Un pendiente
La Habana, Cuba / 1990
Mi único viaje a Cuba ha sido mi viaje más corto, pero su brevedad fue compensada por intensas y repetidas experiencias. En otras palabras, ocho días no eran suficientes pero sí lo fueron. Ocho mañanas salí de mi hotel y no volvía hasta la madrugada siguiente; las aventuras me encontraban aunque tratara de pasar desapercibido, aunque tratara de disfrazar mi condición de extranjero o quizá, porque en esa isla siempre terminan por encontrarte. Volvía solo. La intención de mi viaje no respondía a ese mito vulgar, o realidad a secas, del turismo sexual. No llevaba baratijas para intercambiarlas por caricias como pretendían, con entusiasmo, muchos de mis compañeros de vuelo.

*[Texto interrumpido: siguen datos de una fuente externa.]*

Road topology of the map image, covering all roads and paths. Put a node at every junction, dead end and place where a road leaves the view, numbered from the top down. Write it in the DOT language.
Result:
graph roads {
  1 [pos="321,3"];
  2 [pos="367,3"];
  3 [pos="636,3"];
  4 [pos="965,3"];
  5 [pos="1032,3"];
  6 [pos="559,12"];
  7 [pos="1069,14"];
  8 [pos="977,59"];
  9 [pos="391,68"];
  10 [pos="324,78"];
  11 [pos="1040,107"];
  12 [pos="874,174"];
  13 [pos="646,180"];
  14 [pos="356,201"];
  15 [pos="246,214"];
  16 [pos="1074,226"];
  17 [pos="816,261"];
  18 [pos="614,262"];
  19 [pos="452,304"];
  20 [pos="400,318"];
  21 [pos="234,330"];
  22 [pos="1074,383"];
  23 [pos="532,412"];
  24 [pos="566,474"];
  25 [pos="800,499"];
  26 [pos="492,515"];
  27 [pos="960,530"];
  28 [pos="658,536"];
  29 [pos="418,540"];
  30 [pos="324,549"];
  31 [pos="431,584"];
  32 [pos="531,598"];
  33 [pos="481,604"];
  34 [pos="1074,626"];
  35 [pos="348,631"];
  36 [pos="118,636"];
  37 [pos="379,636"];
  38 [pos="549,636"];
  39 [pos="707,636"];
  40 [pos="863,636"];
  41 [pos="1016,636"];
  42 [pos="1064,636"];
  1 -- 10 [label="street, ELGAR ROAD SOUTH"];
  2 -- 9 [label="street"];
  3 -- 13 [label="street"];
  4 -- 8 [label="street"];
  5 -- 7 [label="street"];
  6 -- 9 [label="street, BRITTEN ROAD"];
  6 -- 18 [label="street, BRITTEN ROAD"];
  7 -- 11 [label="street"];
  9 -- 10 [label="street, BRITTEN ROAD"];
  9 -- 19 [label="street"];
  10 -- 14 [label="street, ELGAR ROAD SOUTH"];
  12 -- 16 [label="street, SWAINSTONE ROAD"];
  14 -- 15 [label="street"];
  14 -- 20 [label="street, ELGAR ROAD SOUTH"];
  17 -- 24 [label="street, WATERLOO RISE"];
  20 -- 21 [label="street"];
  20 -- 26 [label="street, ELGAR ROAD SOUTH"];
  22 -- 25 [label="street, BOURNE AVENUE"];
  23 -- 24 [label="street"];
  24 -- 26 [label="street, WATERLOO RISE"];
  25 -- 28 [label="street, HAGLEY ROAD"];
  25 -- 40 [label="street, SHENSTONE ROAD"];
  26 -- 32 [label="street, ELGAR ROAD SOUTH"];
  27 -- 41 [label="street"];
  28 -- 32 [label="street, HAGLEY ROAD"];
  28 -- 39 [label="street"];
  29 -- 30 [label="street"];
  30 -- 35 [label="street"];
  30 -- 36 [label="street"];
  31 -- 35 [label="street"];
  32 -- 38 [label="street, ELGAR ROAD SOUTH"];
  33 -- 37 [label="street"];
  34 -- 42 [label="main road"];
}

Volvía solo, ya lo dije, y esa madrugada no fue la excepción. Quería dormir, pero la permanente afluencia en la recepción del hotel me obligó a esperar mi turno frente al elevador. El destino hizo lo suyo y por supuesto evitó cualquier casualidad y muchos compartimos ese pequeño viaje en ascenso, al final quedamos tres: la edecán, un otro y yo. A la salida del otro, un arete se desprendió de la edecán y cayó al foso del elevador perdiéndose para siempre; ella lloró en silencio y el otro, un imbécil medio borracho, la consoló diciendo que esa joya de plástico no tenía ningún valor y entonces sí, sus lágrimas brotaron.
Tenía que tomar una decisión: insultar al imbécil o permanecer con ella para velar su desconsuelo, en un fragmento de segundo opté por fijar mi mirada en la tristeza de sus ojos. Subimos, bajamos y volvimos a subir hasta que sonrío de nuevo, perdía mientras tanto la posibilidad de reclamarle al otro.